**THE PROBLEM**
Go line by line through the data below, counting each one that has "image", and give the final count only.

Content starts

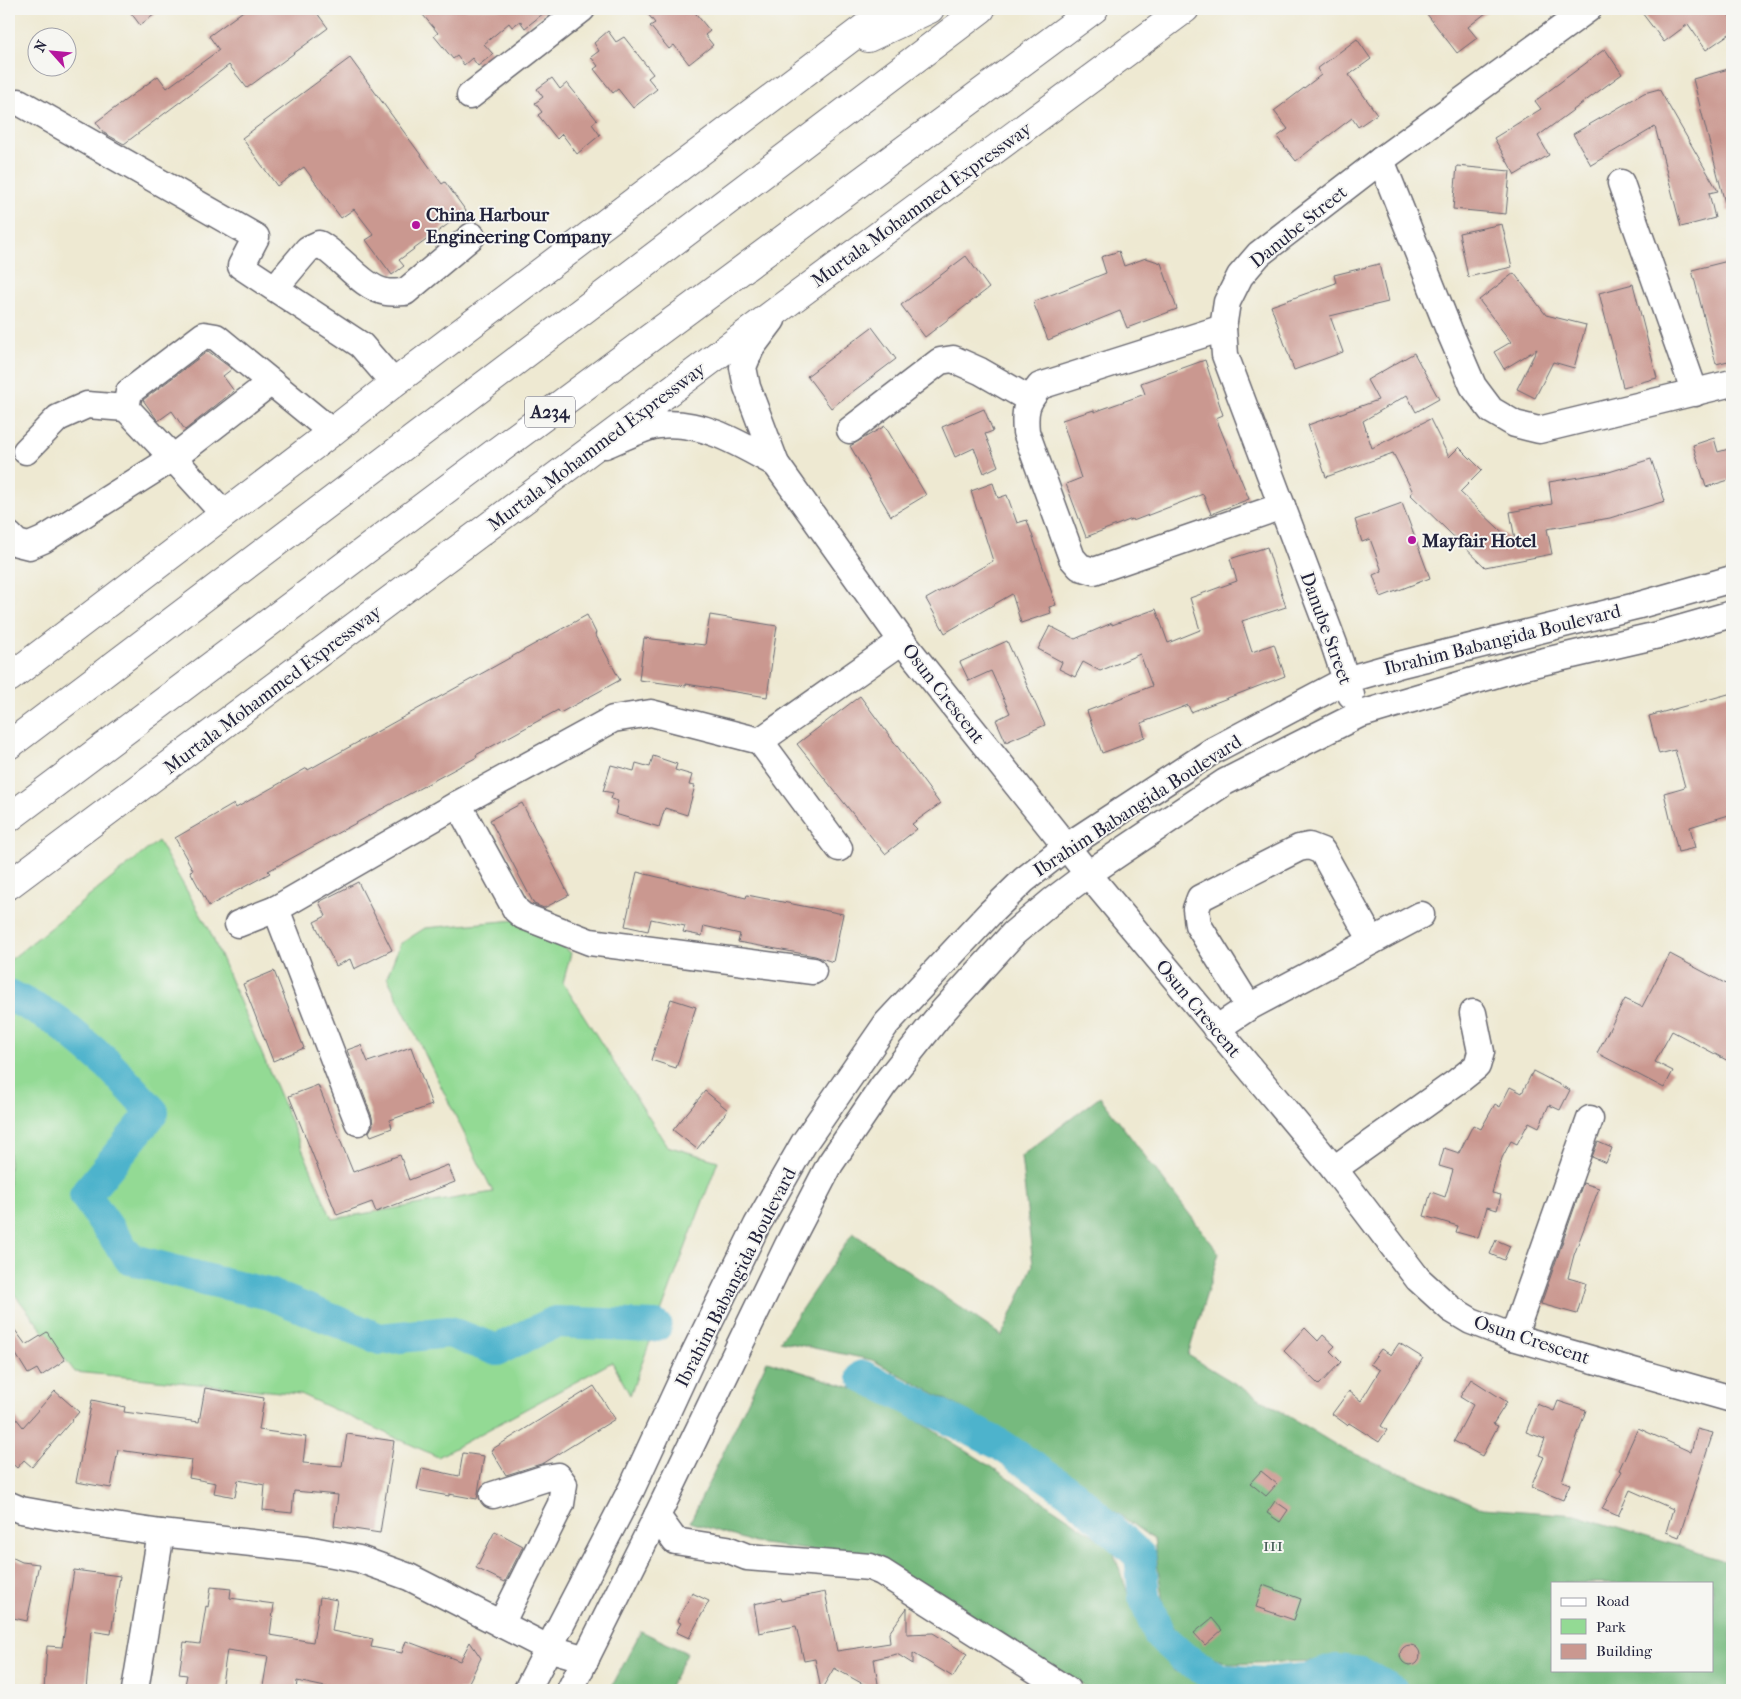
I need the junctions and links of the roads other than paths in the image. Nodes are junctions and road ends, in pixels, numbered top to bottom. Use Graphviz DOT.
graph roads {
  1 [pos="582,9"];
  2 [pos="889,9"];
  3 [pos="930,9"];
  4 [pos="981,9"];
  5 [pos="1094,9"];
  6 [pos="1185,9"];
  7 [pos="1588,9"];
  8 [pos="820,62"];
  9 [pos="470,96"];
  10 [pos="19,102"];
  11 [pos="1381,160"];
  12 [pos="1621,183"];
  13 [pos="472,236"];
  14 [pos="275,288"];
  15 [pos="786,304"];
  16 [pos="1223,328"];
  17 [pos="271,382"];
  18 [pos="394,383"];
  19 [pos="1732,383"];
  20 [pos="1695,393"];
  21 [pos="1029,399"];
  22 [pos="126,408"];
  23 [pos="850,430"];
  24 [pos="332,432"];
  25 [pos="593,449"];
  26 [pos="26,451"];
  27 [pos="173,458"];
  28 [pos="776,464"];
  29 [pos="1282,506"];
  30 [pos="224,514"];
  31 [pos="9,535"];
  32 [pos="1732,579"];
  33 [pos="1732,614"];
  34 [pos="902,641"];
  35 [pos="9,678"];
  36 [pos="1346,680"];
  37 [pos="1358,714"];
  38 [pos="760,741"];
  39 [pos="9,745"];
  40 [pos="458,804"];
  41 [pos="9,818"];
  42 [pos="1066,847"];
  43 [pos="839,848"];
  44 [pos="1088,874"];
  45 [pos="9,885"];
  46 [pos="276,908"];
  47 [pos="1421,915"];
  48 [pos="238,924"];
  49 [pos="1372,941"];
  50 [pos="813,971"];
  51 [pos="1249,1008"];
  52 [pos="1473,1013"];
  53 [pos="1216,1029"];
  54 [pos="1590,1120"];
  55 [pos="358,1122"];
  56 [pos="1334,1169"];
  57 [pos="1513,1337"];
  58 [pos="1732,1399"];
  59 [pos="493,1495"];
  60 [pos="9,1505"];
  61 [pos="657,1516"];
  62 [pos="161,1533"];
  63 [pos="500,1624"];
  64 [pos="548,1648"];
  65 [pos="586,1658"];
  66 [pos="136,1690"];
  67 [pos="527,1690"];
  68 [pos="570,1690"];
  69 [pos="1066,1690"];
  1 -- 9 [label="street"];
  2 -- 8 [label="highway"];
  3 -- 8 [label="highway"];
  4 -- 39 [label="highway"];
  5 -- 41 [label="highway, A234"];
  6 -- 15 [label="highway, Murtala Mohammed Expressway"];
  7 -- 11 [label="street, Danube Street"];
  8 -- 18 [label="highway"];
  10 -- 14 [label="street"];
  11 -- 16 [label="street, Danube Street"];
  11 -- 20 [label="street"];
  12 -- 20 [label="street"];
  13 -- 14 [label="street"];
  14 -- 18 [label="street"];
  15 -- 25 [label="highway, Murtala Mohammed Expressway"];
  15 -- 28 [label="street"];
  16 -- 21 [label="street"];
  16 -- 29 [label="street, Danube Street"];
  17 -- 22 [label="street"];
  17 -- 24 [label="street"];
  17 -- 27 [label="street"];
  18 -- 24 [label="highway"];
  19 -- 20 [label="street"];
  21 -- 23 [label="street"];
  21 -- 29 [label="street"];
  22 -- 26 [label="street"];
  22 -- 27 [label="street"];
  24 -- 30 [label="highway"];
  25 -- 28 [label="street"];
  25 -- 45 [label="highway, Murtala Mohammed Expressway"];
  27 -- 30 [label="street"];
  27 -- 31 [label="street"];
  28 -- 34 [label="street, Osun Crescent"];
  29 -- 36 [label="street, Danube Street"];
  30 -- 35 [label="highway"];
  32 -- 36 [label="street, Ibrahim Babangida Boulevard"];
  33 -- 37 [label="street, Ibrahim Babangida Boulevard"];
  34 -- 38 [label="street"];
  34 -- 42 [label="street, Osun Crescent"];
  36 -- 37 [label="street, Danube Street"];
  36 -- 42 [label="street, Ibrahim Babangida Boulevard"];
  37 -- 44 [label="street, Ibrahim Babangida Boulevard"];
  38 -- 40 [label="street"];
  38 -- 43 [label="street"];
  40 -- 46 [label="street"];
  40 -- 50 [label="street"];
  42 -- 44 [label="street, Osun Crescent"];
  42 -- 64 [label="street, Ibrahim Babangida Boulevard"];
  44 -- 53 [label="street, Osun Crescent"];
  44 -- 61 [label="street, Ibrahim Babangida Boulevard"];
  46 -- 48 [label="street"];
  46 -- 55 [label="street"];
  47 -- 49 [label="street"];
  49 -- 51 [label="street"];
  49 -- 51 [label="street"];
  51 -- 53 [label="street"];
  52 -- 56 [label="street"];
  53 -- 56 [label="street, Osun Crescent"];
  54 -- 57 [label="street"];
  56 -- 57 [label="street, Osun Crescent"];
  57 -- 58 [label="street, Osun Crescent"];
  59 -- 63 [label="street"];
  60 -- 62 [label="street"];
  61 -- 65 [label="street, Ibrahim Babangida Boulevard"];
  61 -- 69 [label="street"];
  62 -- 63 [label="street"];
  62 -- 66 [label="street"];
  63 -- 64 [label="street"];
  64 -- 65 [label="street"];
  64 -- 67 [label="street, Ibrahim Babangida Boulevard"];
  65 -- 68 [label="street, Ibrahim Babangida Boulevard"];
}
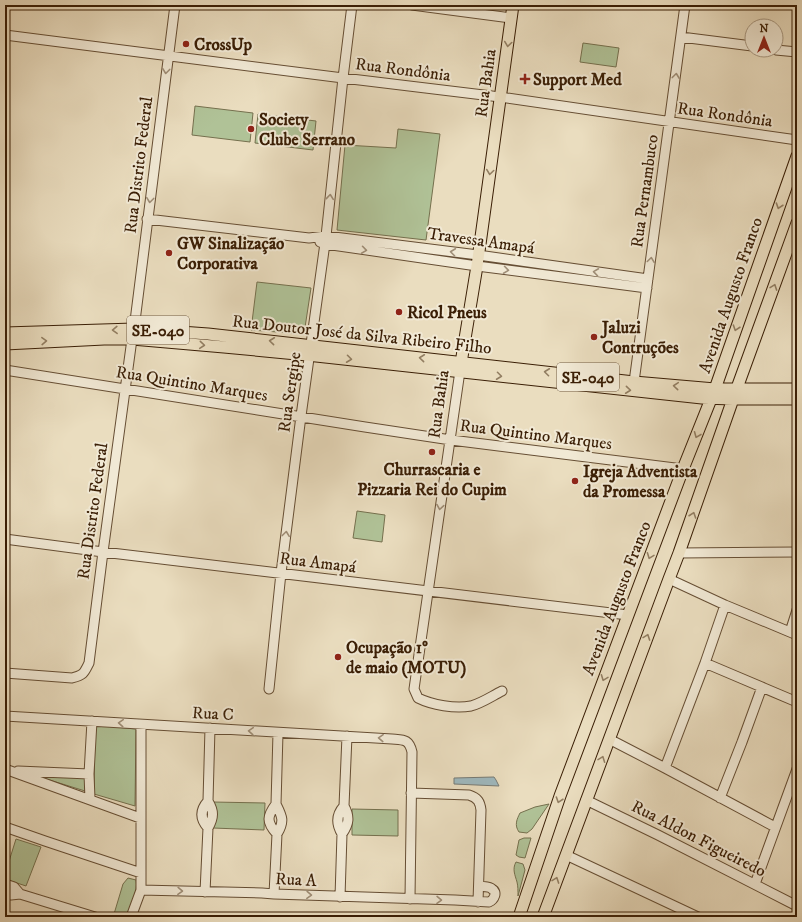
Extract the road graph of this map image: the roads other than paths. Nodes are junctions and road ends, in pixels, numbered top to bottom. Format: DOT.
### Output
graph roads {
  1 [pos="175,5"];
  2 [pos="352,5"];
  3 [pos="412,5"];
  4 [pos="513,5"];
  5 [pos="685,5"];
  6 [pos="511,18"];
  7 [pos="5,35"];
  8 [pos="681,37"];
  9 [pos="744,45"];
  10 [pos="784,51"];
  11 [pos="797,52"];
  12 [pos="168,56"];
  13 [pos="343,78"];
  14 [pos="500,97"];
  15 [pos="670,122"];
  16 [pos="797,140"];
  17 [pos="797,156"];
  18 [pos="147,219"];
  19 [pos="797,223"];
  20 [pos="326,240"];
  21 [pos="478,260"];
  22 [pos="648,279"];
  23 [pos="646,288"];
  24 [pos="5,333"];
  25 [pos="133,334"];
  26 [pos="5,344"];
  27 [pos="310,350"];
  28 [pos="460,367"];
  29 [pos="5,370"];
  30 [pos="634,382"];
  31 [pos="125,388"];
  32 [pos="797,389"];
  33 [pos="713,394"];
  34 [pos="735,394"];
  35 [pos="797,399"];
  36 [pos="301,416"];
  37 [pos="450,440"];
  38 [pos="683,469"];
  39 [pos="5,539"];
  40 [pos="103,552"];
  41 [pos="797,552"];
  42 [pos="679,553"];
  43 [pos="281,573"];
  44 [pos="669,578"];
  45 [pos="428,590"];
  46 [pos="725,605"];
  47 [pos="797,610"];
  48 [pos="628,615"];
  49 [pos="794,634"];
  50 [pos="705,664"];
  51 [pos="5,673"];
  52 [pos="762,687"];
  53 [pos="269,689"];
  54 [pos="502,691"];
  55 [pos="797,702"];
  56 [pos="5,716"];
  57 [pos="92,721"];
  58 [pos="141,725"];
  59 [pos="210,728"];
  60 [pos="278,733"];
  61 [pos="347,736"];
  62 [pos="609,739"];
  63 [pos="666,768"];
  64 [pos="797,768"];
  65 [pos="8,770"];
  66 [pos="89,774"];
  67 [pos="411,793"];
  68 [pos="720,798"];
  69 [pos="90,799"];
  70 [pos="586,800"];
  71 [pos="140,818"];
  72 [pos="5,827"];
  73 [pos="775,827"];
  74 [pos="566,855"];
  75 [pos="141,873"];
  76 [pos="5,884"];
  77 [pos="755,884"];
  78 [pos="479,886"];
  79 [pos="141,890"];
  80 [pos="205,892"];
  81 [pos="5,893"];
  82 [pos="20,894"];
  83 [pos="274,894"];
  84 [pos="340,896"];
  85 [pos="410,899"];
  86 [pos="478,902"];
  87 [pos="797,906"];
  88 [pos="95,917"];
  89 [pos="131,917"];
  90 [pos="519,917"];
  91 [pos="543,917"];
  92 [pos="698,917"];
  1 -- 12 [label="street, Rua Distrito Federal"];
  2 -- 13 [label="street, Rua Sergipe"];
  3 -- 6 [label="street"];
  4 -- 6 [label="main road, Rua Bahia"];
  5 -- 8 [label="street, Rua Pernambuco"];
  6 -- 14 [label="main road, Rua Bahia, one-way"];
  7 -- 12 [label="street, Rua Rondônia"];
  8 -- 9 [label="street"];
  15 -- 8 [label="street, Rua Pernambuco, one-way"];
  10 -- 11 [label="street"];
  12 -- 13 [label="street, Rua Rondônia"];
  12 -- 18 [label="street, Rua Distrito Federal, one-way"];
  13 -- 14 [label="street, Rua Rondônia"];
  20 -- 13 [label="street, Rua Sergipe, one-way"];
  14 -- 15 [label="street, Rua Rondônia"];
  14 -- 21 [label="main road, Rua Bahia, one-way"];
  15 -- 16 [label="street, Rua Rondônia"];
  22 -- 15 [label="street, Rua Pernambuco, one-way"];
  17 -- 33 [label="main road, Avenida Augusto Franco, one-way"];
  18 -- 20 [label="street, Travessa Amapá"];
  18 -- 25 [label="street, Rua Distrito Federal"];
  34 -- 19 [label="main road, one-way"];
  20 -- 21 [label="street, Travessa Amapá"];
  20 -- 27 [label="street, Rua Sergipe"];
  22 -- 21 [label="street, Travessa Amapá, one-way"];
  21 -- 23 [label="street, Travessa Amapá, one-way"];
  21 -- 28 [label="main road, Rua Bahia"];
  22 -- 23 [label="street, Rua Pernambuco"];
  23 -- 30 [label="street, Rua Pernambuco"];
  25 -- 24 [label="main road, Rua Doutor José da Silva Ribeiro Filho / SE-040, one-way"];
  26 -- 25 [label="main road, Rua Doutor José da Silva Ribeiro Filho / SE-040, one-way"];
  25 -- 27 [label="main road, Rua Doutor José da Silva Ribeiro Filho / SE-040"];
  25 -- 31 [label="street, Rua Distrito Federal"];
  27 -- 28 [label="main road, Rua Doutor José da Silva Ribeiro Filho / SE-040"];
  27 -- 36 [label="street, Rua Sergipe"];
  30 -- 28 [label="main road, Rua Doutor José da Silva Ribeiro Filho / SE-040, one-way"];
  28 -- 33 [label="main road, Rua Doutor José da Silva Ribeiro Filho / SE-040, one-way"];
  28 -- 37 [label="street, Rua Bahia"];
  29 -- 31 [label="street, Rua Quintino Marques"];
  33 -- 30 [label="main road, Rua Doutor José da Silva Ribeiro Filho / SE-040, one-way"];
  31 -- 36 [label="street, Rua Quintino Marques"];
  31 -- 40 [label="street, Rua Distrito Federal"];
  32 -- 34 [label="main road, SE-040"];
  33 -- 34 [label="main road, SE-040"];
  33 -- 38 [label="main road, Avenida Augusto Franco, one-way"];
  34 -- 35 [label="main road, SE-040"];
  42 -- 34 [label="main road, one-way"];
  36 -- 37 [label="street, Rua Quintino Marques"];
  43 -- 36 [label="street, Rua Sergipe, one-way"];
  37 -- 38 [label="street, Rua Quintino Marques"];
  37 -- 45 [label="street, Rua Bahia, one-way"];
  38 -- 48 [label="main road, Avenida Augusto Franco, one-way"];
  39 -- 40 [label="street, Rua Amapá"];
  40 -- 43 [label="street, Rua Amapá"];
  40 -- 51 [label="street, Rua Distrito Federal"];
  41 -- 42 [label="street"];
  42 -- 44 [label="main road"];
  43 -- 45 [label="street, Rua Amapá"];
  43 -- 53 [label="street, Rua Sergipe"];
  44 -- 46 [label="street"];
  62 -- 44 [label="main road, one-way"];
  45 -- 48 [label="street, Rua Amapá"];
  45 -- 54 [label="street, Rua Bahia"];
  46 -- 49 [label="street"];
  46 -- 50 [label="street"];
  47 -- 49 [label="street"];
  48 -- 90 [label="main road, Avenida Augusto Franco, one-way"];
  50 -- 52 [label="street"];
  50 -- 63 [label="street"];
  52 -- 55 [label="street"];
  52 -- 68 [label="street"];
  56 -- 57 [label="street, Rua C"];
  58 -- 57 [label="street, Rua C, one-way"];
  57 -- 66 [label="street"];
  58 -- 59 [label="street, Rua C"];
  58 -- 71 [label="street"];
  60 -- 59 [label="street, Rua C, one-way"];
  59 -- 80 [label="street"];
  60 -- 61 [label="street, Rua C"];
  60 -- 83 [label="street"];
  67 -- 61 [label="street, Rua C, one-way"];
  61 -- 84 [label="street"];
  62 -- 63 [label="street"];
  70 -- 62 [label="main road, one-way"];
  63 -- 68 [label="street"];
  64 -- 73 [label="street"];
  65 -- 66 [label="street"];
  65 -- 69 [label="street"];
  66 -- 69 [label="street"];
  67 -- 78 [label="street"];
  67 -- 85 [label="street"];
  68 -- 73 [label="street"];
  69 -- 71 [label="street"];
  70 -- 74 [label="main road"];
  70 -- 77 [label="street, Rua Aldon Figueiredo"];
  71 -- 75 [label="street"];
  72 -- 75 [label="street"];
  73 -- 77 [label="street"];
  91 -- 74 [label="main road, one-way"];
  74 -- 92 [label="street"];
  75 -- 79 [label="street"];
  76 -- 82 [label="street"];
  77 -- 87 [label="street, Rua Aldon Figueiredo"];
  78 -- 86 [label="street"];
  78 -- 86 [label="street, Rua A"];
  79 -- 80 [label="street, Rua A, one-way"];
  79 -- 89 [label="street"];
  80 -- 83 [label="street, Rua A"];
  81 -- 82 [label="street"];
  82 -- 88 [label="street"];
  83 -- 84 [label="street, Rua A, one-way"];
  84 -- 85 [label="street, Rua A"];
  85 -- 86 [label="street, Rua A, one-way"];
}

Content ends

**RESULT OF THIS EXERCISE**
2